Stored items:
-- Opening Marker --

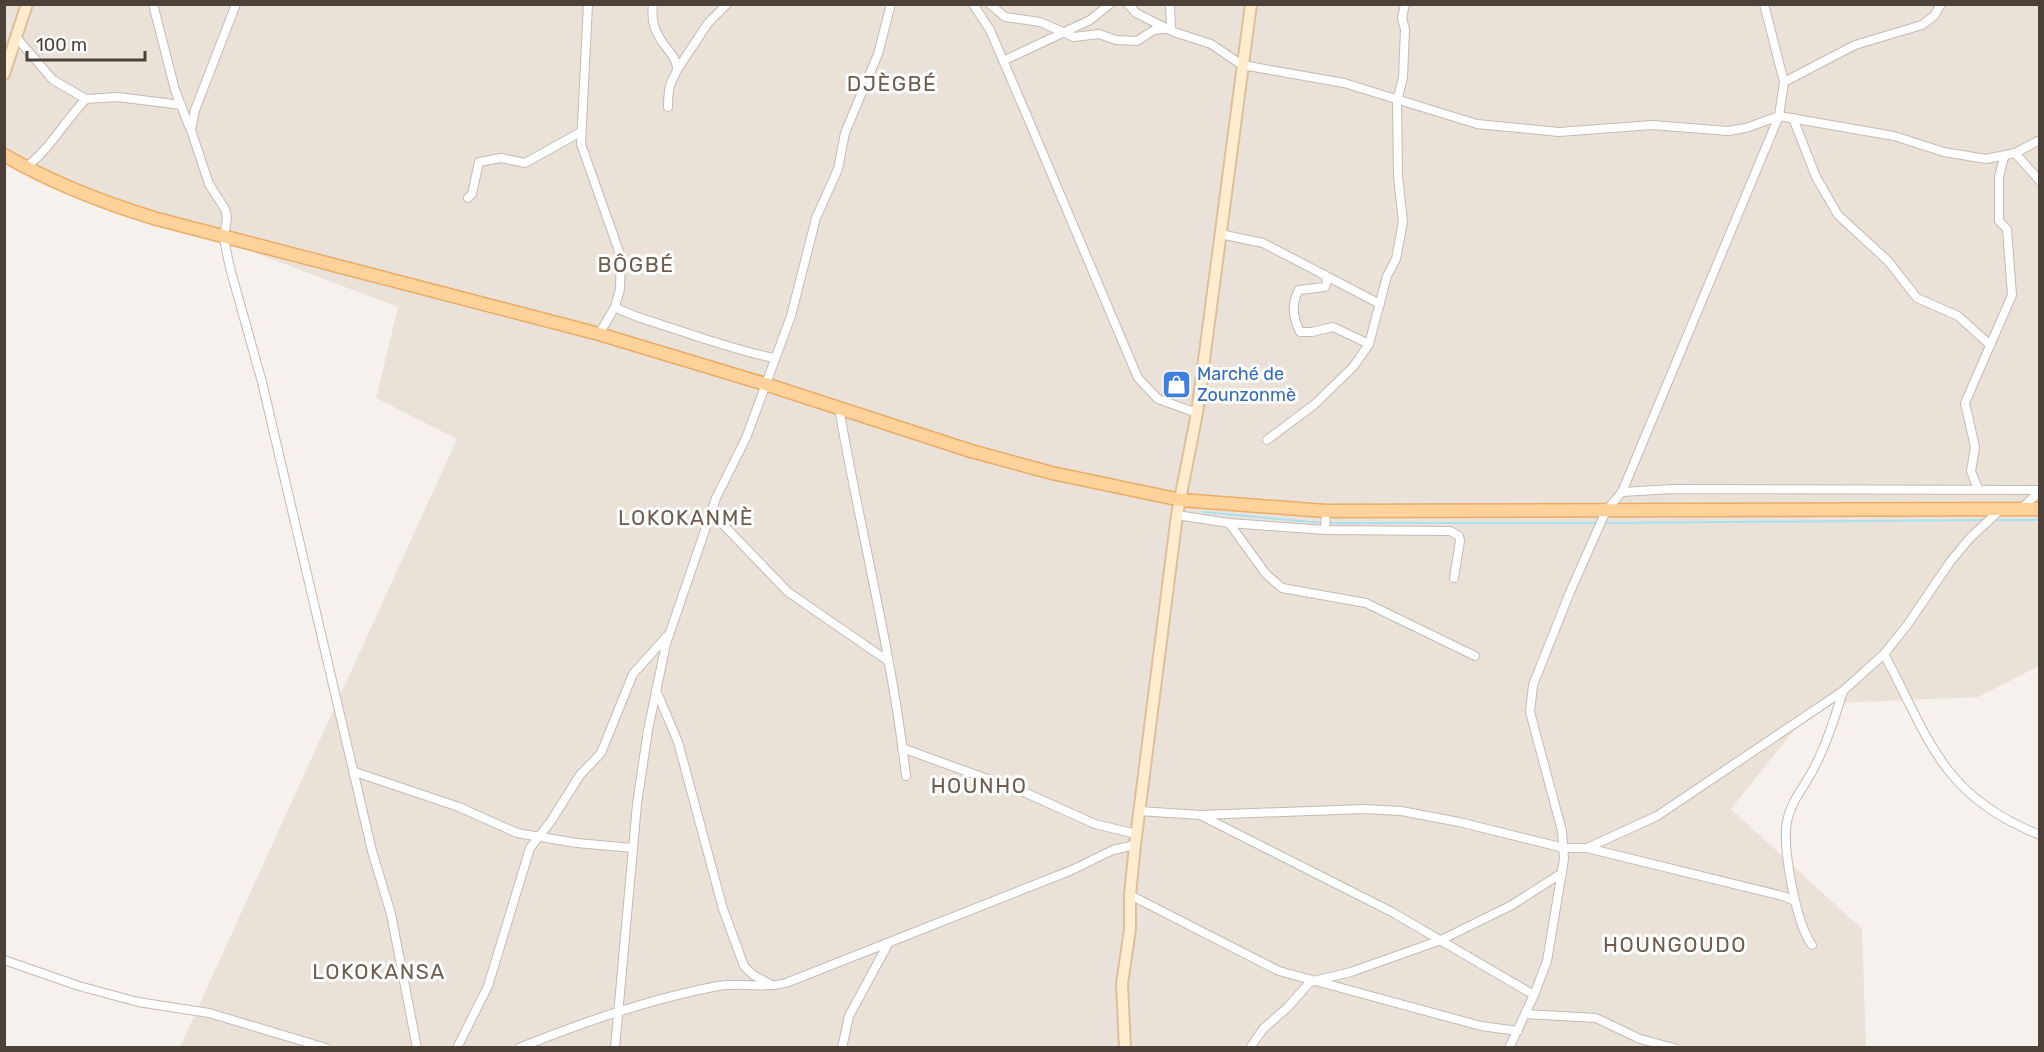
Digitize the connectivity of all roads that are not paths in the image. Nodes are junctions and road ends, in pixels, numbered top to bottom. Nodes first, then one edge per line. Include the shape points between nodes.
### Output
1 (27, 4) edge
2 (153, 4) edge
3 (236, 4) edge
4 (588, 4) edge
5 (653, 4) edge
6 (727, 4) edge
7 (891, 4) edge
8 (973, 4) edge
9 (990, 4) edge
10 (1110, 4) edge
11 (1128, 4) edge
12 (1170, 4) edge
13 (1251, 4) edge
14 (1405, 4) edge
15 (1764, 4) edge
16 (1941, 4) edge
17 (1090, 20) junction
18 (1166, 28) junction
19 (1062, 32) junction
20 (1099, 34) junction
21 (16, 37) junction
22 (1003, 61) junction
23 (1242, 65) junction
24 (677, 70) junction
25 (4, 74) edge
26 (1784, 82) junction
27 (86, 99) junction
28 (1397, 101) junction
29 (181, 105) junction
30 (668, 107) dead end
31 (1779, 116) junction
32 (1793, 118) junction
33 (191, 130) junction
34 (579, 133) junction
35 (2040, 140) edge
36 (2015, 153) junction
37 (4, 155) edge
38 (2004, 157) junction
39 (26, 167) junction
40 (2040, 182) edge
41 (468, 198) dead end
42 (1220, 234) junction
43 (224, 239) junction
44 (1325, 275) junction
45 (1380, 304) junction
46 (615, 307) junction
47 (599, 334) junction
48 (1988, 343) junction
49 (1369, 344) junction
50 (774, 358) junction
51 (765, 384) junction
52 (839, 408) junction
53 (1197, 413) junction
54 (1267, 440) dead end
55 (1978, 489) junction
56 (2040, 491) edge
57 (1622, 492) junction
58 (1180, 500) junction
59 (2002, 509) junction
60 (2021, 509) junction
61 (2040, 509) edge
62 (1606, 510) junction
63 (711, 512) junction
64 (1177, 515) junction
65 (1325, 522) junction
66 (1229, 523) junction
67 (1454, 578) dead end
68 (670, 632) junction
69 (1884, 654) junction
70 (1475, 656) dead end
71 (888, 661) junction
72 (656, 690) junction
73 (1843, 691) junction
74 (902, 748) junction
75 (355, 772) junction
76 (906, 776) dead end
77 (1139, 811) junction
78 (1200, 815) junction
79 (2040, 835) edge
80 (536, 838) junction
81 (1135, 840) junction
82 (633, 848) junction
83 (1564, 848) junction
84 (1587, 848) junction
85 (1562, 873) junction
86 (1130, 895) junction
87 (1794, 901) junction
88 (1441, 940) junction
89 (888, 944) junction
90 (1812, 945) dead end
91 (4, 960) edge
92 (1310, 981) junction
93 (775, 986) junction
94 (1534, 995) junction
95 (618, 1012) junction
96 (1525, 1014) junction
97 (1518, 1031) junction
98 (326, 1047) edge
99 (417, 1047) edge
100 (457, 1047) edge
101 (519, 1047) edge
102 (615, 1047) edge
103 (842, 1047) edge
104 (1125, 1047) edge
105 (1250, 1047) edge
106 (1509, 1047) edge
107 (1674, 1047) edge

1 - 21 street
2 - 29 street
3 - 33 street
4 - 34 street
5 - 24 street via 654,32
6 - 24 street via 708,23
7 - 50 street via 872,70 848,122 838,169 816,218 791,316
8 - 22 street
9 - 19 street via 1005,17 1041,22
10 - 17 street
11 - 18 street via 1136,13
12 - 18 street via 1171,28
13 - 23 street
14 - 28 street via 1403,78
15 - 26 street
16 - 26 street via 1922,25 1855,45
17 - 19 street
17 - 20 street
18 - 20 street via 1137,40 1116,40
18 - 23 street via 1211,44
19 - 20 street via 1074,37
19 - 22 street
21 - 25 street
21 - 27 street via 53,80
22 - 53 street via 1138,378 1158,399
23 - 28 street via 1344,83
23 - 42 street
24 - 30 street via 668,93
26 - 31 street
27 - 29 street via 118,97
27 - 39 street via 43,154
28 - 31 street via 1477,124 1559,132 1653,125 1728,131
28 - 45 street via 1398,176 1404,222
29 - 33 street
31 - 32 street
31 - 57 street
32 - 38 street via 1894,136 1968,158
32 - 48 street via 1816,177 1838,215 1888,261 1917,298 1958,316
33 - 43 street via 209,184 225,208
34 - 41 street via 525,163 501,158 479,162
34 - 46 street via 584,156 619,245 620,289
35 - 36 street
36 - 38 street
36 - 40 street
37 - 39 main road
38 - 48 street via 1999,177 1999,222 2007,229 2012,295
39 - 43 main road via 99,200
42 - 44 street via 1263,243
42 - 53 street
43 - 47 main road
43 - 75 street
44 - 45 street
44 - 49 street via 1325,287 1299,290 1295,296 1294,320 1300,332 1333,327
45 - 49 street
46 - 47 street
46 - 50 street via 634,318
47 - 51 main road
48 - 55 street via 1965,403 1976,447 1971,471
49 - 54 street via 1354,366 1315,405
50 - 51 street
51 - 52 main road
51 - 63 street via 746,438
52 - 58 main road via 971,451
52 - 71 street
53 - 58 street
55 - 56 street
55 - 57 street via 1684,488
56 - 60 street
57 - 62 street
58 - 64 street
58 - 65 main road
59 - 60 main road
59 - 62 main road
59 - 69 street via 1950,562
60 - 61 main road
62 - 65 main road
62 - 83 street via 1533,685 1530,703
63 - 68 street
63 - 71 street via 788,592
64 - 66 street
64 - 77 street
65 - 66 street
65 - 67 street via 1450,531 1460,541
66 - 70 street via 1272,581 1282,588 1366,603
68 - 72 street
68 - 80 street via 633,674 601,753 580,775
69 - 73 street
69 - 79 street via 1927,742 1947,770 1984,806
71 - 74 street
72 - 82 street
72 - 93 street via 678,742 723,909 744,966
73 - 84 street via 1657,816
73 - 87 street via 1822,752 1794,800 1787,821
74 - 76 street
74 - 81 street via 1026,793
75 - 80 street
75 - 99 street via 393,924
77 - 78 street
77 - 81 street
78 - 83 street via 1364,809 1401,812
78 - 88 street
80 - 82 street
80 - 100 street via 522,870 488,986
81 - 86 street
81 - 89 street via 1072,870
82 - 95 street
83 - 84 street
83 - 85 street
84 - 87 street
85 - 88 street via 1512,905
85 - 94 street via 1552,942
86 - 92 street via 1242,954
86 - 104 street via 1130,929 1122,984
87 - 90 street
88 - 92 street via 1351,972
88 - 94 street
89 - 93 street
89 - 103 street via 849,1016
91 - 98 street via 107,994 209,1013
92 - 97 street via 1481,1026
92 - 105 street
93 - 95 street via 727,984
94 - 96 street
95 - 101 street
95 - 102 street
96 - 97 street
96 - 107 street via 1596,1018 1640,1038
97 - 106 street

-- Closing Marker --
-- Opening Marker --

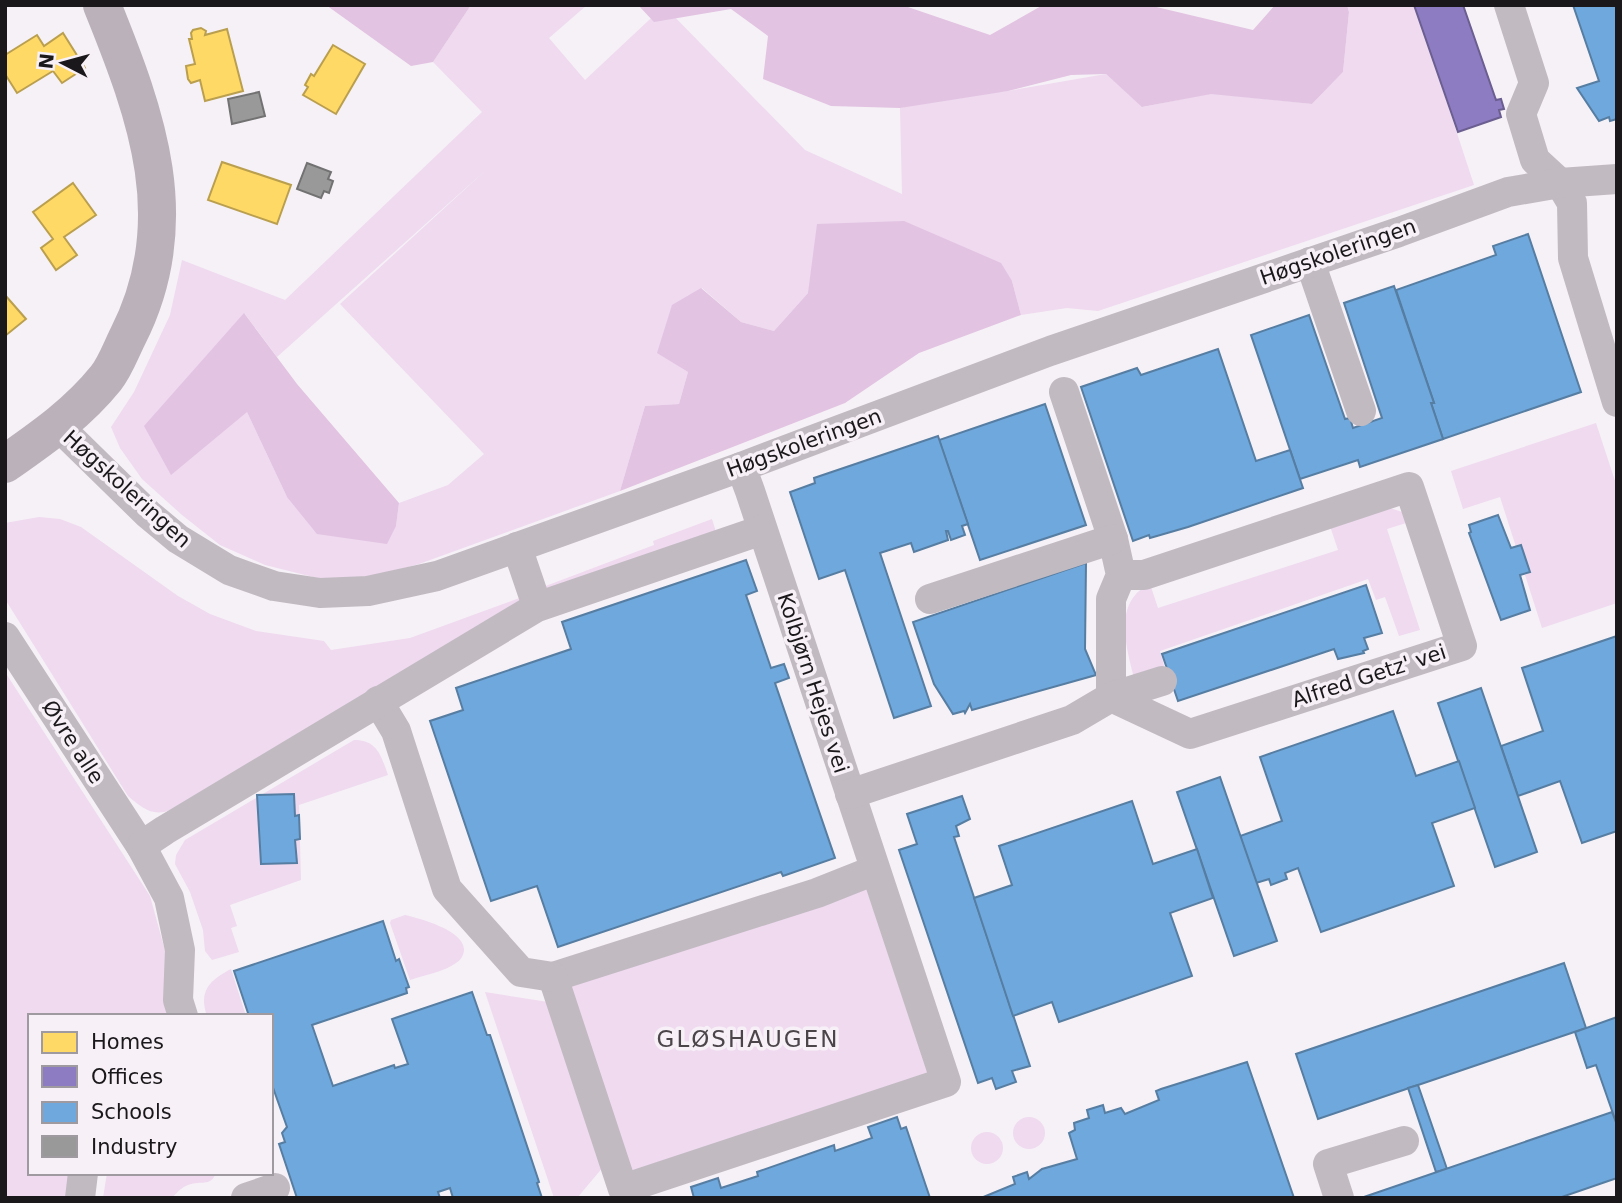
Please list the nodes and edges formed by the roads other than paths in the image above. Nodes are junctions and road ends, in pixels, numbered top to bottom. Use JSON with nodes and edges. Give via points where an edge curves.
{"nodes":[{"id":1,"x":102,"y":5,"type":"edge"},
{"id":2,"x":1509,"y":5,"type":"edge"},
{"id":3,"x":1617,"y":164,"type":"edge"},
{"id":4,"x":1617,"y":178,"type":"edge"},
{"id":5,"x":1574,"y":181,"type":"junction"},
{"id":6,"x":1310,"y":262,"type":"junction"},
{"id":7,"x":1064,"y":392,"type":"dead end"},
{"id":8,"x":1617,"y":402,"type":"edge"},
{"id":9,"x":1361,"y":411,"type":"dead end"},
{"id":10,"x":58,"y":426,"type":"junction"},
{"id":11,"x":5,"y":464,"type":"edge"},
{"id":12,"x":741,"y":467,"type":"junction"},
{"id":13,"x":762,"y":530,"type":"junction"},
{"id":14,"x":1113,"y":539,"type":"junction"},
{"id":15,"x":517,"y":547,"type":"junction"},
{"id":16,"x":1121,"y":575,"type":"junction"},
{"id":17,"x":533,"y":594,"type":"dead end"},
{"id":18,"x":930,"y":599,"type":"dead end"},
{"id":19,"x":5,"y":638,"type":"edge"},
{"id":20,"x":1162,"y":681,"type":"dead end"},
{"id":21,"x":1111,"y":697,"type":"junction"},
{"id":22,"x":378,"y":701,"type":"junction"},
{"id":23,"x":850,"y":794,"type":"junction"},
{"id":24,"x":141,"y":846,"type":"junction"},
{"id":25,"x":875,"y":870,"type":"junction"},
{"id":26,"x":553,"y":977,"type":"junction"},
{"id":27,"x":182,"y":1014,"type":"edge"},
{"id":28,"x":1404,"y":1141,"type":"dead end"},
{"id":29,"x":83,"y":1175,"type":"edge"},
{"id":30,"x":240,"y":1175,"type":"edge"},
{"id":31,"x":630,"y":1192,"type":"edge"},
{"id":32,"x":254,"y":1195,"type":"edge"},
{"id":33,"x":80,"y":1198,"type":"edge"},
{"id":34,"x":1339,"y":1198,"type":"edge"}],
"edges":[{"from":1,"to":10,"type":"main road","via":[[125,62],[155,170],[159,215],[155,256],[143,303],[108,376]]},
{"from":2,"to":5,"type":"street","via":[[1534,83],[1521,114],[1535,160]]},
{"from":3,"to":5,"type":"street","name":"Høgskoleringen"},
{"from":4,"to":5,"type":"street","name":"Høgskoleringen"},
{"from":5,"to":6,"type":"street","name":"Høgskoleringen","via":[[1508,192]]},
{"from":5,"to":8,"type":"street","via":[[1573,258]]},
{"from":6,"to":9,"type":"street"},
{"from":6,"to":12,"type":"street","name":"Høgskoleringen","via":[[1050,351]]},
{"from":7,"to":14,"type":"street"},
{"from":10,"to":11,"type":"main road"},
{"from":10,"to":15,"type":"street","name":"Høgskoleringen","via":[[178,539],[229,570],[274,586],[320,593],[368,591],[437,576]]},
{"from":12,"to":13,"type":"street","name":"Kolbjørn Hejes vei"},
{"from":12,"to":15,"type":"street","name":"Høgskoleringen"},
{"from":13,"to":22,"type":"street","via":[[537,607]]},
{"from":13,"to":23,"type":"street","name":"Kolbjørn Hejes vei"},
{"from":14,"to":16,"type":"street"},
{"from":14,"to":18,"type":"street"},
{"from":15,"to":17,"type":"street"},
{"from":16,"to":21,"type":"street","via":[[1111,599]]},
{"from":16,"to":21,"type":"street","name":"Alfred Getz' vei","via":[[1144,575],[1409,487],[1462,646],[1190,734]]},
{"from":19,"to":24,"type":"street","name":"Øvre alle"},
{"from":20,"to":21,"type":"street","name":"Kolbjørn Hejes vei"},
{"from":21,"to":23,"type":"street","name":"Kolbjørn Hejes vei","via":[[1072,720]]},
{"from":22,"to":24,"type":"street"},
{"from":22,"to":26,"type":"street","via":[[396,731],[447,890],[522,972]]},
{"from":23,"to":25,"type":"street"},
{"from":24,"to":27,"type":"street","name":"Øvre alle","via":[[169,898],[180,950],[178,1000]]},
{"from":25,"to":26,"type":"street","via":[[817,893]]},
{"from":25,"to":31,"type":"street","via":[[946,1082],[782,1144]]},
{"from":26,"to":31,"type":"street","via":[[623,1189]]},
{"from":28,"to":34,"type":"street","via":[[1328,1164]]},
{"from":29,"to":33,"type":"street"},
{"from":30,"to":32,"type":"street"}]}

-- Closing Marker --
-- Opening Marker --

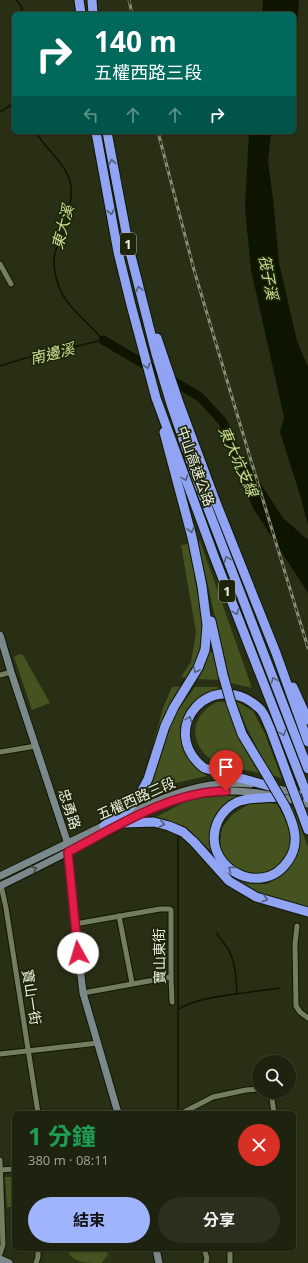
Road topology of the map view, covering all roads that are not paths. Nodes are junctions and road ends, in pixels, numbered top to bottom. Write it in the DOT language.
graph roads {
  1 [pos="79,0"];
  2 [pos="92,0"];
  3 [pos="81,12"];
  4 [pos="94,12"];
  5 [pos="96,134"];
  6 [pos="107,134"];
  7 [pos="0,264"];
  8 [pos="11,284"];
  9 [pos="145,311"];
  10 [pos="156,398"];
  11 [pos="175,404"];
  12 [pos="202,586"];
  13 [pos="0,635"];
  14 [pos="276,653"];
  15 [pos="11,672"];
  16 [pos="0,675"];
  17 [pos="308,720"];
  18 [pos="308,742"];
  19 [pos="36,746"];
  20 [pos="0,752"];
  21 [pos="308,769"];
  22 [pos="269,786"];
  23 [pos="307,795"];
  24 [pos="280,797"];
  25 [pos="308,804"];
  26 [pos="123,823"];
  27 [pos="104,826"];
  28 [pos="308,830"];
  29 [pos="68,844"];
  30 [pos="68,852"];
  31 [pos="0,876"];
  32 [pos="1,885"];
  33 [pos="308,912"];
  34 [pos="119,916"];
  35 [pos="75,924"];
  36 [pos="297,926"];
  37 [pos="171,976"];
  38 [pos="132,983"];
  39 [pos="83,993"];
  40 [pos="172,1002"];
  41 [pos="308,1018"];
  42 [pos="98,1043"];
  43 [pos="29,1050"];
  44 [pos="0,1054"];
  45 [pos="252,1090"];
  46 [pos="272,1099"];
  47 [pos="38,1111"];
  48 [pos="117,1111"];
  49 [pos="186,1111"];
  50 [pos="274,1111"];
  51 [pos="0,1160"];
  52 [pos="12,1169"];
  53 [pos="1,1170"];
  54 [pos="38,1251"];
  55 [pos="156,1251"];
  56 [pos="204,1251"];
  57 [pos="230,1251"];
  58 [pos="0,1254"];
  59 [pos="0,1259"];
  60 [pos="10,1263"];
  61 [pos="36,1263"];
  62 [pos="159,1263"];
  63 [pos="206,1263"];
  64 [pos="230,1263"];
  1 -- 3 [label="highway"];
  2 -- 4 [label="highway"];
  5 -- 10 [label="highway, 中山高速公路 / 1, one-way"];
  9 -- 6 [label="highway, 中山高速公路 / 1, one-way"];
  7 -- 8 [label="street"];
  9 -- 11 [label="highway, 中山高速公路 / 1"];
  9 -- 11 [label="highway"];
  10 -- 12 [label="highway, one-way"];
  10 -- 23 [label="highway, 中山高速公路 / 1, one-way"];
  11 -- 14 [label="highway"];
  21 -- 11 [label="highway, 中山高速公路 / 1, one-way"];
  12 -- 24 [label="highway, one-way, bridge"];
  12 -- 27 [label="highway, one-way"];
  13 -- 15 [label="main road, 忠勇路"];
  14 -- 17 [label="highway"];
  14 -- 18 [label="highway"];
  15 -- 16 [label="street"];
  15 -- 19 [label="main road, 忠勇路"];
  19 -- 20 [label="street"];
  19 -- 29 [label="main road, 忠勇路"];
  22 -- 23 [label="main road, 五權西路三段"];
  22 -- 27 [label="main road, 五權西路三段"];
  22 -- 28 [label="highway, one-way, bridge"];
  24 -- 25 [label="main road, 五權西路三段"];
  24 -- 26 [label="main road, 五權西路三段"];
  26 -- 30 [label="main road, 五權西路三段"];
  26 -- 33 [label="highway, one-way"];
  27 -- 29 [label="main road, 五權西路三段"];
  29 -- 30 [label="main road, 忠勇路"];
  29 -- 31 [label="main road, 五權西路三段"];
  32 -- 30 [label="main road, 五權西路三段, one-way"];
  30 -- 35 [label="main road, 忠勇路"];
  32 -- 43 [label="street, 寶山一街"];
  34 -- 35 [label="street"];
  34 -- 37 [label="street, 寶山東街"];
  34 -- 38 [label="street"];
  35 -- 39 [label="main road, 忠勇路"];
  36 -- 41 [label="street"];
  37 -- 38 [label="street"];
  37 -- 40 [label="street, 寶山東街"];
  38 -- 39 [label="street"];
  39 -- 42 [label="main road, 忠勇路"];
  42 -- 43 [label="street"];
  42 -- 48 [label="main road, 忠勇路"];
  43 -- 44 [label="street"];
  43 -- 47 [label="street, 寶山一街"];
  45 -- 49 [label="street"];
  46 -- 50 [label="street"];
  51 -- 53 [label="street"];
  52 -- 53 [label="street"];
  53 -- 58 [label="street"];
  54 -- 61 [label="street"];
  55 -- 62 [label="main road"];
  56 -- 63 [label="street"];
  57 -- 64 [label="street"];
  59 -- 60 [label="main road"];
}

-- Closing Marker --

*WHAT THE TASK REQUIRES*
From the records above, return each line where "alle" occurs.

*OUTPUT OF THE EXERCISE*
{"from":19,"to":24,"type":"street","name":"Øvre alle"},
{"from":24,"to":27,"type":"street","name":"Øvre alle","via":[[169,898],[180,950],[178,1000]]},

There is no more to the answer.